__TASK DESCRIPTION__: If a record holds a picture, drop the picture and return the rest of the record word for word.

__LISTED RECORDS__:
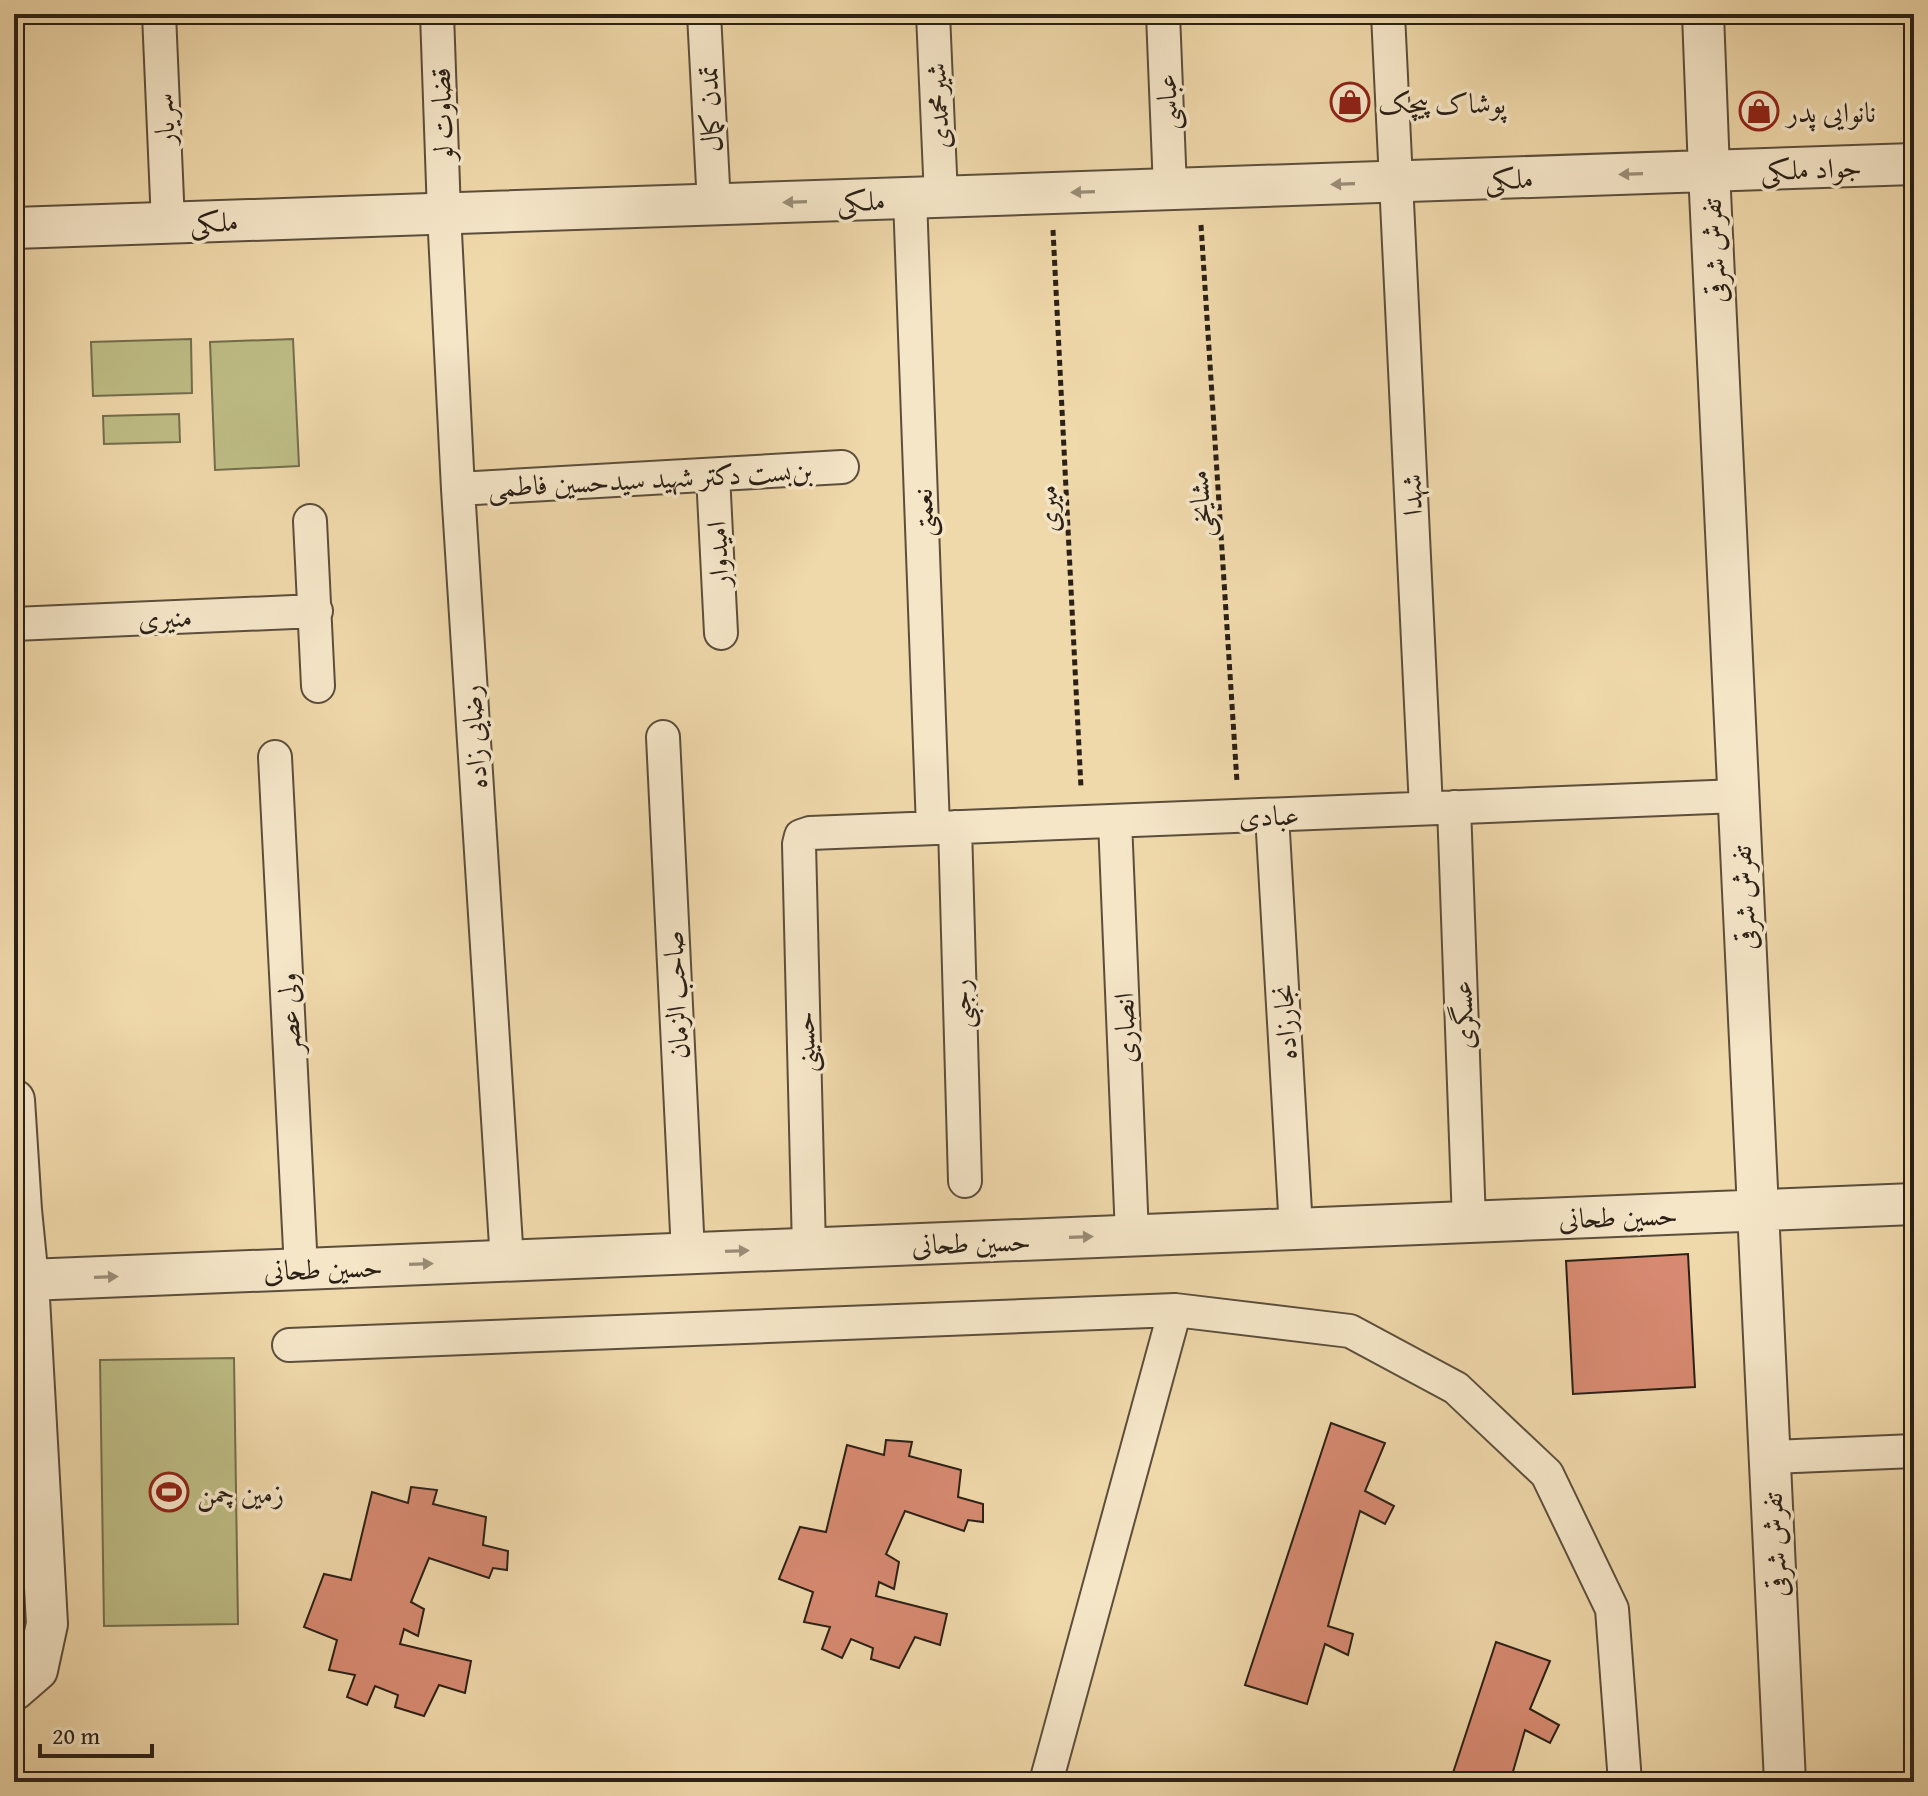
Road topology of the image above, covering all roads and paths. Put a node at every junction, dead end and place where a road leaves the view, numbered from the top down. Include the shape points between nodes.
1 (159, 14) edge
2 (437, 14) edge
3 (704, 14) edge
4 (933, 14) edge
5 (1163, 14) edge
6 (1388, 14) edge
7 (1703, 14) edge
8 (1914, 164) edge
9 (1709, 171) junction
10 (1395, 182) junction
11 (1184, 189) junction
12 (1051, 193) junction
13 (926, 198) junction
14 (714, 205) junction
15 (444, 213) junction
16 (168, 223) junction
17 (14, 228) edge
18 (842, 467) dead end
19 (713, 475) junction
20 (458, 489) junction
21 (310, 521) dead end
22 (316, 611) junction
23 (14, 624) edge
24 (721, 633) dead end
25 (318, 686) dead end
26 (663, 737) dead end
27 (275, 757) dead end
28 (1738, 796) junction
29 (1440, 808) junction
30 (1272, 815) junction
31 (1239, 816) junction
32 (1115, 821) junction
33 (1083, 822) junction
34 (944, 828) junction
35 (801, 836) joint
36 (14, 1100) edge
37 (965, 1181) dead end
38 (1914, 1204) edge
39 (17, 1210) edge
40 (1758, 1210) junction
41 (1469, 1222) junction
42 (1296, 1229) junction
43 (1132, 1235) junction
44 (809, 1249) junction
45 (688, 1253) junction
46 (507, 1261) junction
47 (301, 1269) junction
48 (28, 1280) junction
49 (1175, 1310) junction
50 (289, 1345) dead end
51 (1914, 1451) edge
52 (1770, 1457) junction
53 (14, 1690) edge
54 (1046, 1782) edge
55 (1625, 1782) edge
56 (1785, 1782) edge

1 - 16 street, سریار
2 - 15 street, قضاوت لو
3 - 14 street, تمدن کمال
4 - 13 street, شیرمحمدی
5 - 11 street, عباسی
6 - 10 street, شهدا
7 - 9 street, تفرش شرقی
8 - 9 street, جواد ملکی
9 -> 10 street, ملکی
9 - 28 street, تفرش شرقی
10 -> 11 street, ملکی
10 - 29 street, شهدا
11 -> 12 street, ملکی
11 - 31 path, مشایخی
12 - 13 street, ملکی
12 - 33 path, میری
13 -> 14 street, ملکی
13 - 34 street, نعمتی
14 - 15 street, ملکی
15 - 16 street, ملکی
15 - 20 street, رضایی زاده
16 - 17 street, ملکی
18 - 19 street, بن‌بست دکتر شهید سیدحسین فاطمی
19 - 20 street, بن‌بست دکتر شهید سیدحسین فاطمی
19 - 24 street, امیدوار
20 - 46 street, رضایی زاده
21 - 22 street
22 - 23 street, منیری
22 - 25 street
26 - 45 street, صاحب الزمان
27 - 47 street, ولی عصر
28 - 29 street, عبادی
28 - 40 street, تفرش شرقی
29 - 30 street, عبادی
29 - 41 street, عسگری
30 - 31 street, عبادی
30 - 42 street, نجارزاده
31 - 32 street, عبادی
32 - 33 street, عبادی
32 - 43 street, انصاری
33 - 34 street, عبادی
34 - 35 street, عبادی
34 - 37 street, رجبی
35 - 44 street, حسینی
36 - 39 street
38 - 40 street, حسین طحانی
39 - 48 street
40 - 41 street, حسین طحانی
40 - 52 street, تفرش شرقی
41 - 42 street, حسین طحانی
42 - 43 street, حسین طحانی
44 -> 43 street, حسین طحانی
45 -> 44 street, حسین طحانی
45 - 46 street, حسین طحانی
47 -> 46 street, حسین طحانی
48 -> 47 street, حسین طحانی
48 - 53 street via 47,1624 37,1670
49 - 50 street
49 - 54 street
49 - 55 street via 1350,1331 1456,1388 1547,1474 1612,1609
51 - 52 street
52 - 56 street, تفرش شرقی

__EXERCISE ANSWER__:
Road topology of the image above, covering all roads and paths. Put a node at every junction, dead end and place where a road leaves the view, numbered from the top down. Include the shape points between nodes.
1 (159, 14) edge
2 (437, 14) edge
3 (704, 14) edge
4 (933, 14) edge
5 (1163, 14) edge
6 (1388, 14) edge
7 (1703, 14) edge
8 (1914, 164) edge
9 (1709, 171) junction
10 (1395, 182) junction
11 (1184, 189) junction
12 (1051, 193) junction
13 (926, 198) junction
14 (714, 205) junction
15 (444, 213) junction
16 (168, 223) junction
17 (14, 228) edge
18 (842, 467) dead end
19 (713, 475) junction
20 (458, 489) junction
21 (310, 521) dead end
22 (316, 611) junction
23 (14, 624) edge
24 (721, 633) dead end
25 (318, 686) dead end
26 (663, 737) dead end
27 (275, 757) dead end
28 (1738, 796) junction
29 (1440, 808) junction
30 (1272, 815) junction
31 (1239, 816) junction
32 (1115, 821) junction
33 (1083, 822) junction
34 (944, 828) junction
35 (801, 836) joint
36 (14, 1100) edge
37 (965, 1181) dead end
38 (1914, 1204) edge
39 (17, 1210) edge
40 (1758, 1210) junction
41 (1469, 1222) junction
42 (1296, 1229) junction
43 (1132, 1235) junction
44 (809, 1249) junction
45 (688, 1253) junction
46 (507, 1261) junction
47 (301, 1269) junction
48 (28, 1280) junction
49 (1175, 1310) junction
50 (289, 1345) dead end
51 (1914, 1451) edge
52 (1770, 1457) junction
53 (14, 1690) edge
54 (1046, 1782) edge
55 (1625, 1782) edge
56 (1785, 1782) edge

1 - 16 street, سریار
2 - 15 street, قضاوت لو
3 - 14 street, تمدن کمال
4 - 13 street, شیرمحمدی
5 - 11 street, عباسی
6 - 10 street, شهدا
7 - 9 street, تفرش شرقی
8 - 9 street, جواد ملکی
9 -> 10 street, ملکی
9 - 28 street, تفرش شرقی
10 -> 11 street, ملکی
10 - 29 street, شهدا
11 -> 12 street, ملکی
11 - 31 path, مشایخی
12 - 13 street, ملکی
12 - 33 path, میری
13 -> 14 street, ملکی
13 - 34 street, نعمتی
14 - 15 street, ملکی
15 - 16 street, ملکی
15 - 20 street, رضایی زاده
16 - 17 street, ملکی
18 - 19 street, بن‌بست دکتر شهید سیدحسین فاطمی
19 - 20 street, بن‌بست دکتر شهید سیدحسین فاطمی
19 - 24 street, امیدوار
20 - 46 street, رضایی زاده
21 - 22 street
22 - 23 street, منیری
22 - 25 street
26 - 45 street, صاحب الزمان
27 - 47 street, ولی عصر
28 - 29 street, عبادی
28 - 40 street, تفرش شرقی
29 - 30 street, عبادی
29 - 41 street, عسگری
30 - 31 street, عبادی
30 - 42 street, نجارزاده
31 - 32 street, عبادی
32 - 33 street, عبادی
32 - 43 street, انصاری
33 - 34 street, عبادی
34 - 35 street, عبادی
34 - 37 street, رجبی
35 - 44 street, حسینی
36 - 39 street
38 - 40 street, حسین طحانی
39 - 48 street
40 - 41 street, حسین طحانی
40 - 52 street, تفرش شرقی
41 - 42 street, حسین طحانی
42 - 43 street, حسین طحانی
44 -> 43 street, حسین طحانی
45 -> 44 street, حسین طحانی
45 - 46 street, حسین طحانی
47 -> 46 street, حسین طحانی
48 -> 47 street, حسین طحانی
48 - 53 street via 47,1624 37,1670
49 - 50 street
49 - 54 street
49 - 55 street via 1350,1331 1456,1388 1547,1474 1612,1609
51 - 52 street
52 - 56 street, تفرش شرقی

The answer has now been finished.